Alors, il vaut mieux que ce soit aux parents de s’atteler à cette tâche-là, qu'eux-mêmes se fassent accompagner pour qu'ils trouvent la méthode qui va convenir à leur famille pour pouvoir nommer les choses que de laisser l'extérieur le faire. Si une autre personne lui apportera une réponse, elle ne le fera pas forcément avec une éthique qui est la votre, celle de votre famille, de votre culture, de vos croyances. Mais il ne faudra pas venir s'en plaindre justement parce que la personne qui aura répondu le fera avec son référentiel, avec son éthique.

Il faut réhumaniser, resacraliser la sexualité, lui redonner du sens, dites-vous dans votre ouvrage. Pouvez-vous nous l'expliquez plus amplement ?

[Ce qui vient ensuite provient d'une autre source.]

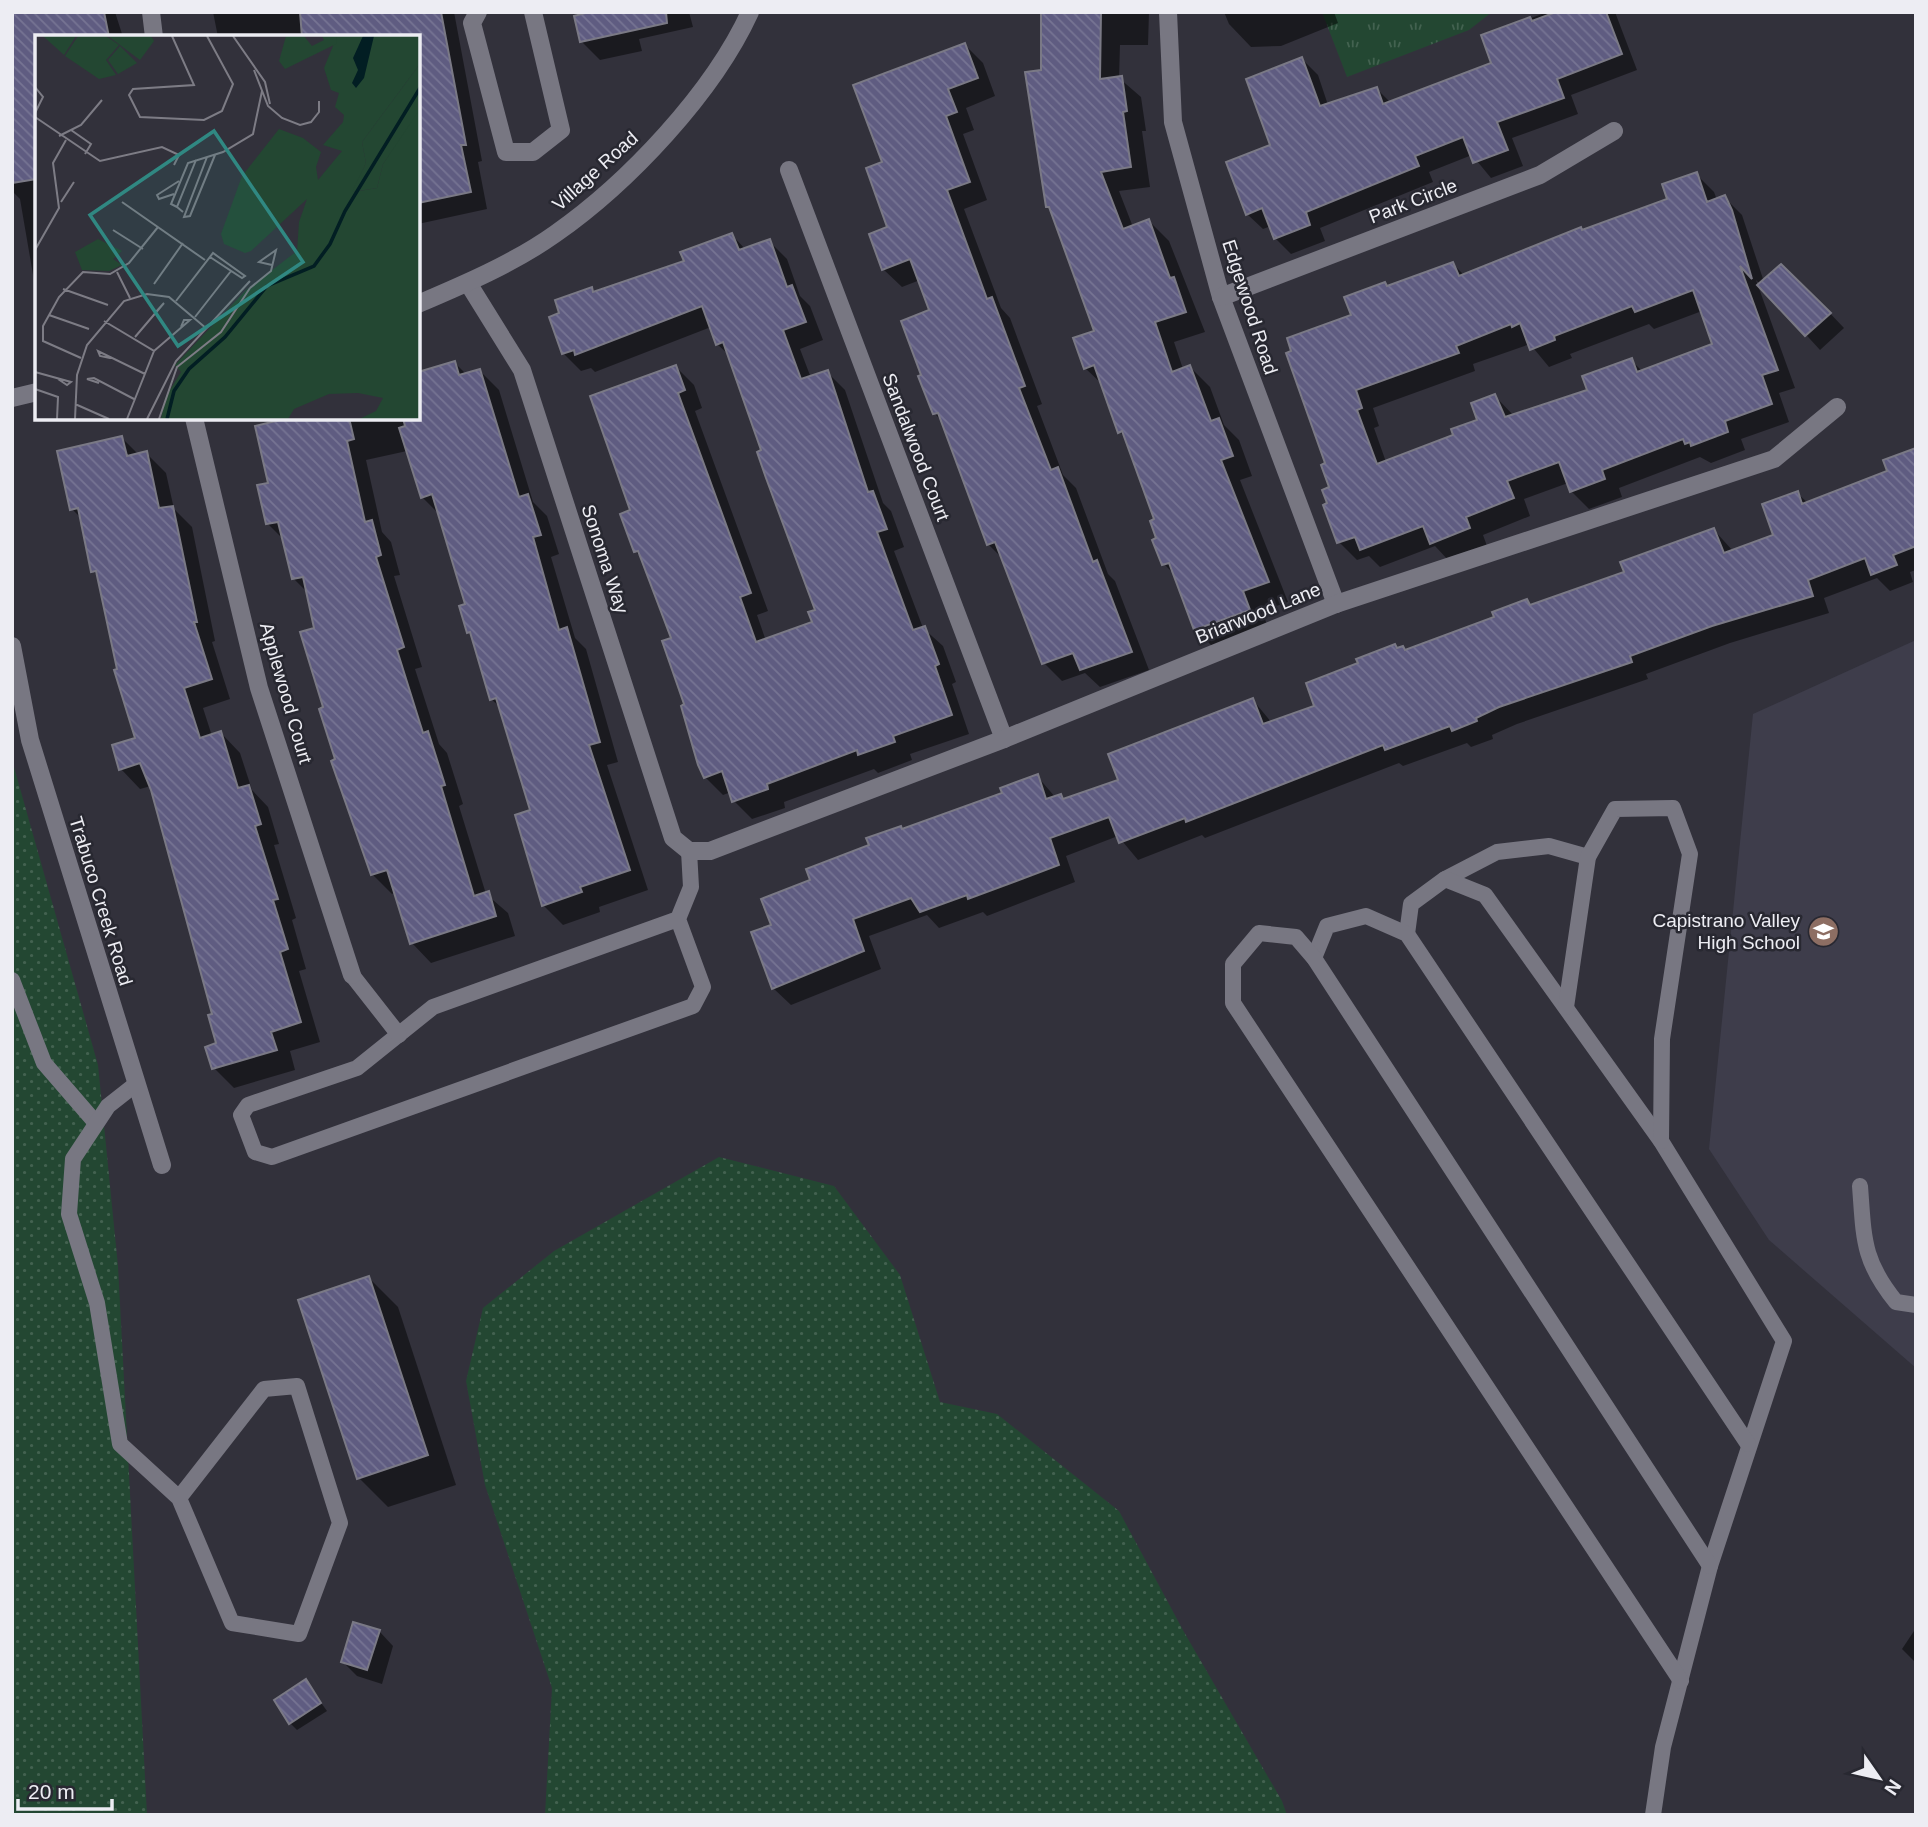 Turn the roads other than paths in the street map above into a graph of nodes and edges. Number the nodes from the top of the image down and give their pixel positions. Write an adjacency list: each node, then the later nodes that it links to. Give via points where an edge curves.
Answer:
1 (151, 12): 6 (street)
2 (478, 12): 3 (street, via 472,23 506,152 533,152 561,130)
3 (533, 12)
4 (750, 12): 9 (street, Village Road, via 705,87 637,165 555,234)
5 (1168, 12): 10 (street, Edgewood Road, via 1174,122)
6 (154, 35)
7 (1614, 131): 10 (street, Park Circle, via 1540,175)
8 (789, 170): 18 (street, Sandalwood Court)
9 (468, 283): 11 (street, Village Road); 19 (street, Sonoma Way, via 522,370 673,838)
10 (1221, 298): 16 (street, Edgewood Road)
11 (420, 303)
12 (35, 392): 13 (street)
13 (12, 398)
14 (1837, 407): 16 (street, Briarwood Lane, via 1774,459)
15 (194, 420): 25 (street, Applewood Court, via 259,688)
16 (1336, 604): 18 (street, Briarwood Lane)
17 (12, 646): 29 (street, Trabuco Creek Road, via 30,740)
18 (1004, 739): 19 (street, Briarwood Lane, via 710,851)
19 (689, 851): 22 (lane, via 691,887)
20 (1588, 857): 21 (lane, via 1549,846 1497,852); 27 (lane); 31 (lane, via 1615,809 1673,808 1690,855 1662,1039)
21 (1445, 879): 23 (lane, via 1411,904); 27 (lane, via 1485,895)
22 (678, 919): 28 (lane, via 433,1007); 28 (lane, via 703,987 693,1006 272,1157 255,1152 241,1115 247,1105 357,1069)
23 (1407, 934): 24 (lane, via 1366,916 1327,926); 35 (lane)
24 (1314, 958): 37 (lane); 38 (lane, via 1296,937 1259,933 1233,964 1233,1003)
25 (352, 975): 28 (lane)
26 (12, 979): 30 (lane, via 44,1063)
27 (1566, 1007): 31 (lane)
28 (399, 1035)
29 (135, 1084): 30 (lane); 32 (street, Trabuco Creek Road)
30 (95, 1122): 36 (lane, via 73,1160 69,1214 97,1303 120,1444)
31 (1661, 1141): 35 (lane, via 1784,1341)
32 (162, 1165)
33 (1860, 1186): 34 (lane, via 1865,1249 1876,1277 1896,1302)
34 (1916, 1305)
35 (1748, 1444): 37 (lane)
36 (179, 1498): 36 (lane, via 264,1389 297,1386 340,1523 299,1634 232,1623)
37 (1710, 1566): 38 (lane)
38 (1681, 1681): 39 (lane, via 1657,1772)
39 (1653, 1815) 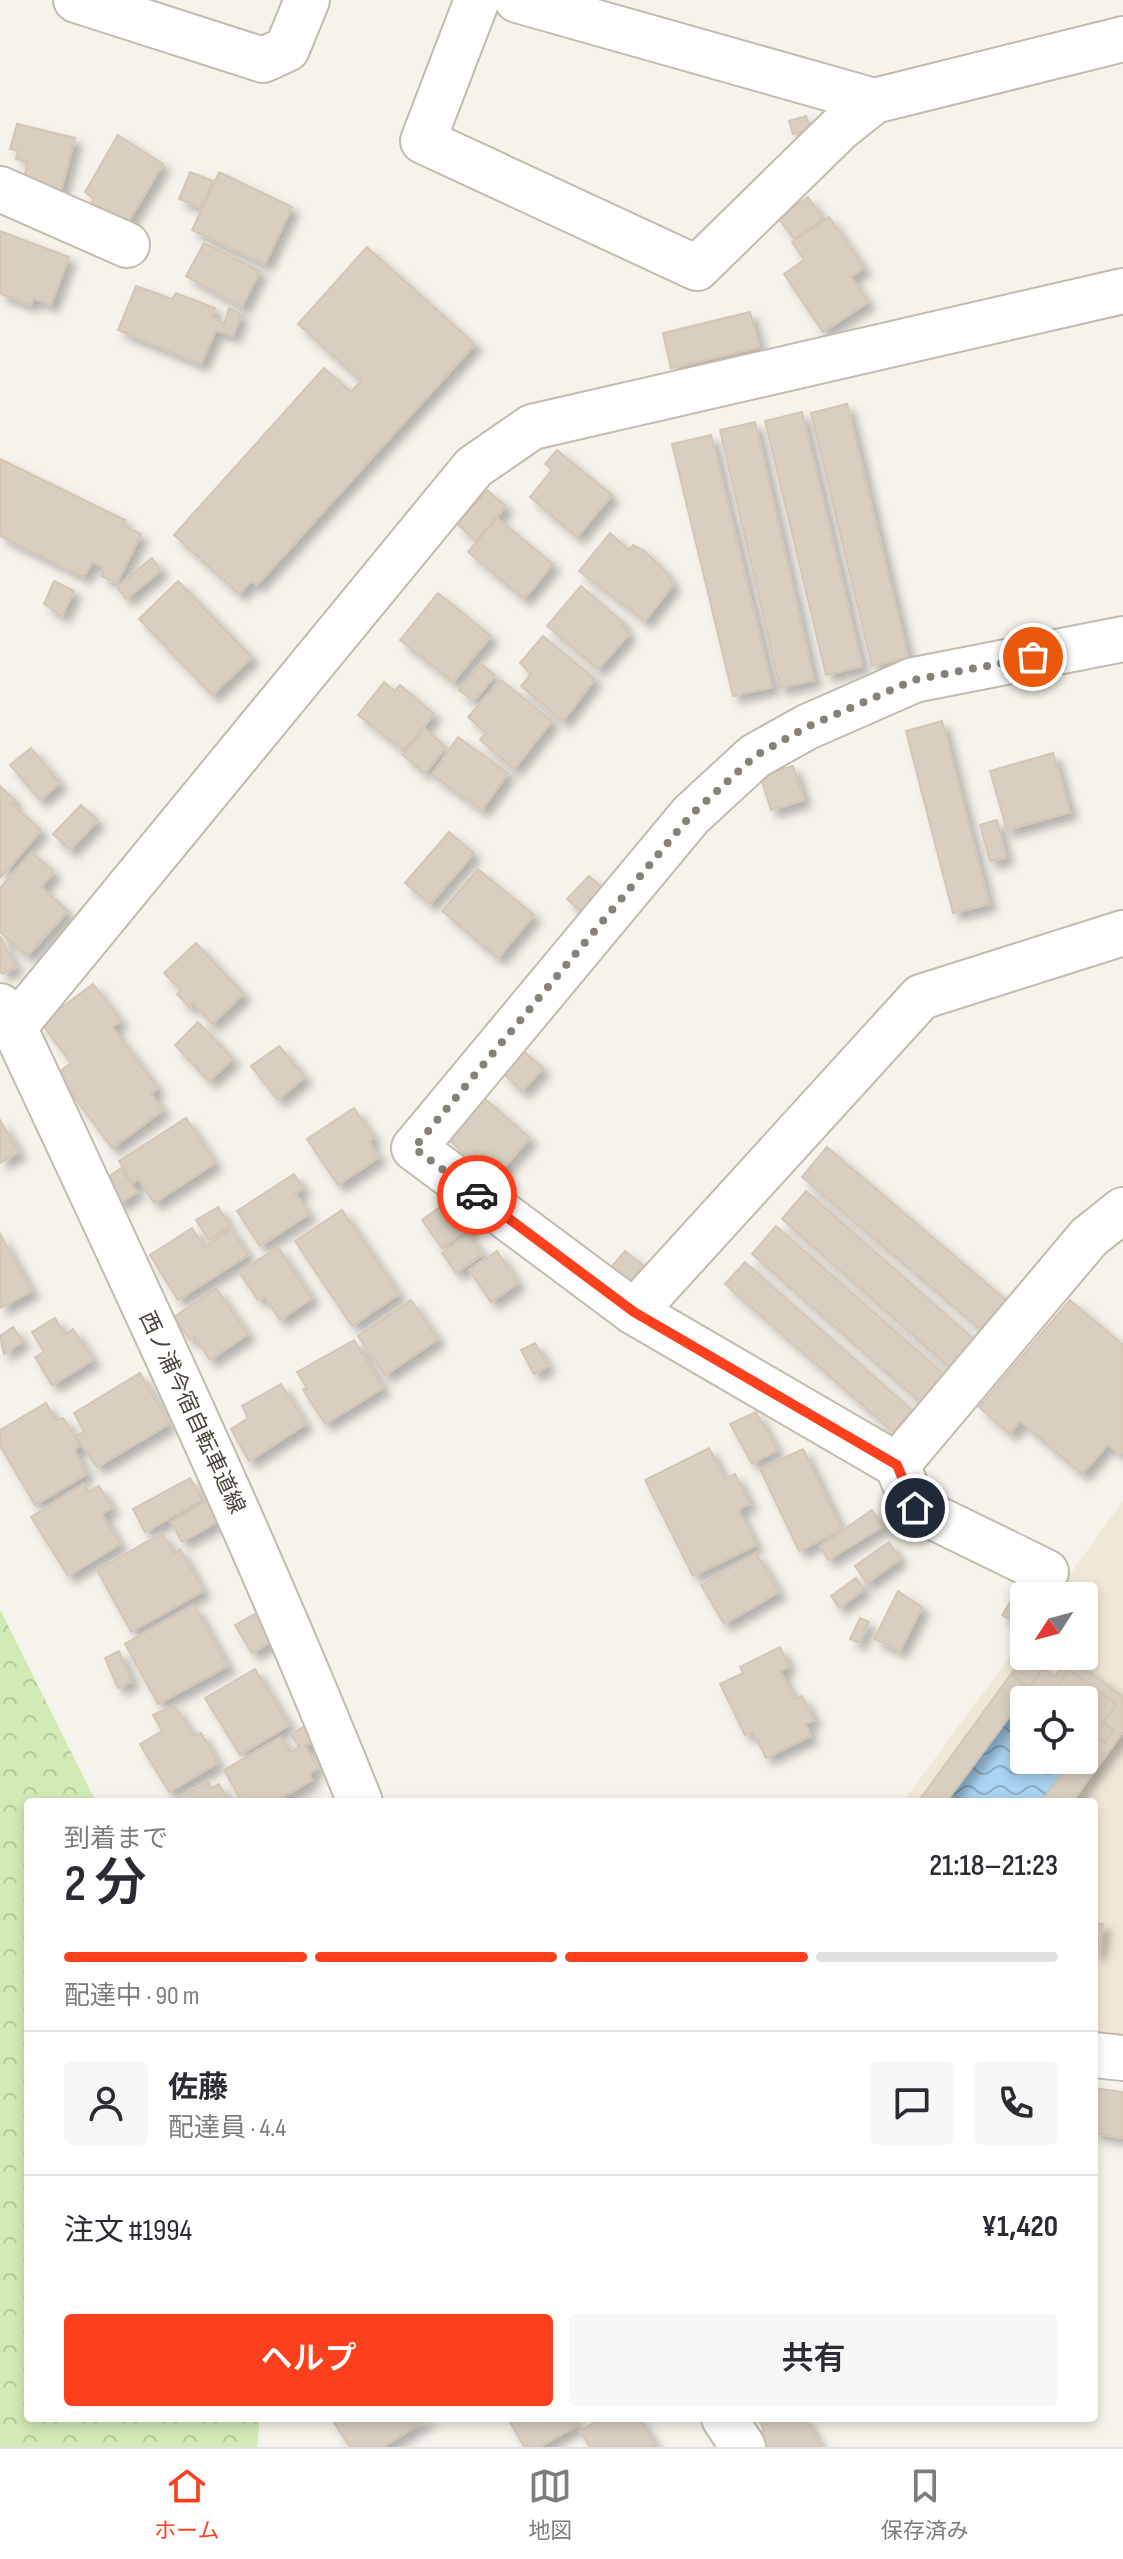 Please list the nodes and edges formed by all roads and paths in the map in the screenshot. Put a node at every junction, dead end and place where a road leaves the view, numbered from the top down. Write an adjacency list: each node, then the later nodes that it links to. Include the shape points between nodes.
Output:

Nadia El Bouga : Très souvent, quand les associations confessionnelles musulmanes des mosquées me sollicitent, je fais le comparatif avec la prière. J'explique que la prière, la « salât », est le lien. En arabe, quand on parle de la « salât », vous parlez de relation avec Dieu, avec l'Absolu. Quand on prie, quand on veut rentrer en contact avec son créateur, on passe par le corps. C'est l'âme qui vit ce moment-là ; cette âme est incarnée, on passe donc par le corps. (...) On vit (un moment) intense intérieurement. Quand on parle d'une présence révérencielle au Créateur (« khouchouh »), qu'on est vraiment en lien avec Dieu dans la prière, il y a quelque chose de transcendant, d'extatique, qui n'est pas loin de l'orgasme.

Pouvez-vous expliciter l'idée ?

Nadia El Bouga : On ne pénètre pas comme ça dans la prière de but en blanc. Il y a d'abord l'intention, l'intention d'aller rencontrer son être aimé. Ensuite, il y a les ablutions avec l'importance, du fait que les hadiths sont nombreux sur la question, de les parfaire pour pouvoir après rentrer dans la salât.

Dans la sexualité, c'est la même chose, vous vivez quelque chose d'extatique et, si possible, d'orgasmique en passant par votre corps. Vous ne pouvez pas faire l'économie du corps. Pour entrer en relation avec l'autre, pour pouvoir me lier à lui, il faut aussi que j'ai cette intention, cet élan, donc ce désir. Avec l'intention dans la prière, je fais le comparatif avec le désir affectif et le désir sexuel. D'abord l'intention d'aller rencontrer l'autre ; puis, lorsque j'ai cet élan-là d'aller rencontrer mon partenaire, je rentre en douceur, c'est-à dire avec les préliminaires.

J'en parle d' ailleurs avec le couple quinquagénaire que je cite dans mon livre. Ce couple va justement réapprendre la manière d'être en contact l'un avec l'autre, la sensualité, c'est-à-dire réapprendre à se toucher sans avoir cette injonction de performance. L'orgasme ne doit pas être mon objectif ; mon objectif, c'est de pouvoir contacter l'autre, de réapprendre à toucher, effleurer l'autre, le caresser, le palper et ce, de façon mutuelle bien sûr... toute cette phase des préliminaires avant de pouvoir entrer dans celle de la pénétration. La pénétration, c'est la cerise sur le gâteau, parce qu'en réalité c'est tout le gâteau qu'il faut déguster et s'en délecter. C'est pour cela que je parle de songe.

Il faut redonner du songe à la sexualité, si c'est quelque chose d'élévateur, qui m'amènerait vers la connaissance de moi-même, la connaissance de l'autre. Ce n'est pas quelque chose qui est bâclable comme la prière. Si je veux rentrer en relation avec le créateur, je ne peux pas bâcler ma prière. Si je la bâcle, je reste terre à terre.

Pareil pour la sexualité : si je bâcle cette entrée en relation, je reste terre à terre ; ça reste un acte sexuel, je ne suis pas en relation sexuelle. Et ça, ce n'est pas moi qui l'invente : quand le Prophète (Muhammad), dans le hadith d'Abu Dhar que je cite dans mon ouvrage, dit qu'avoir une relation avec son conjoint ou sa conjointe est un acte d'adoration, un moyen de récolter des hassanates (un compte de bonnes actions, ndlr) et un moyen de donner (zakat), ce n'est pas pour rien ; c'est qu'il met la relation sexuelle au même niveau qu'un acte d'adoration. Les deux partenaires sont à la fois dans l’accueil et la réception. L’énergie sexuelle circule alors de façon fluide et transcendante. Lorsqu'on explique les choses ainsi, ça prend du sens pour les musulmanes et les musulmans qui sont en face de moi (dans mon cabinet). Ils comprennent réellement que vivre pleinement comme cela la sexualité est effectivement un vecteur de foi en islam.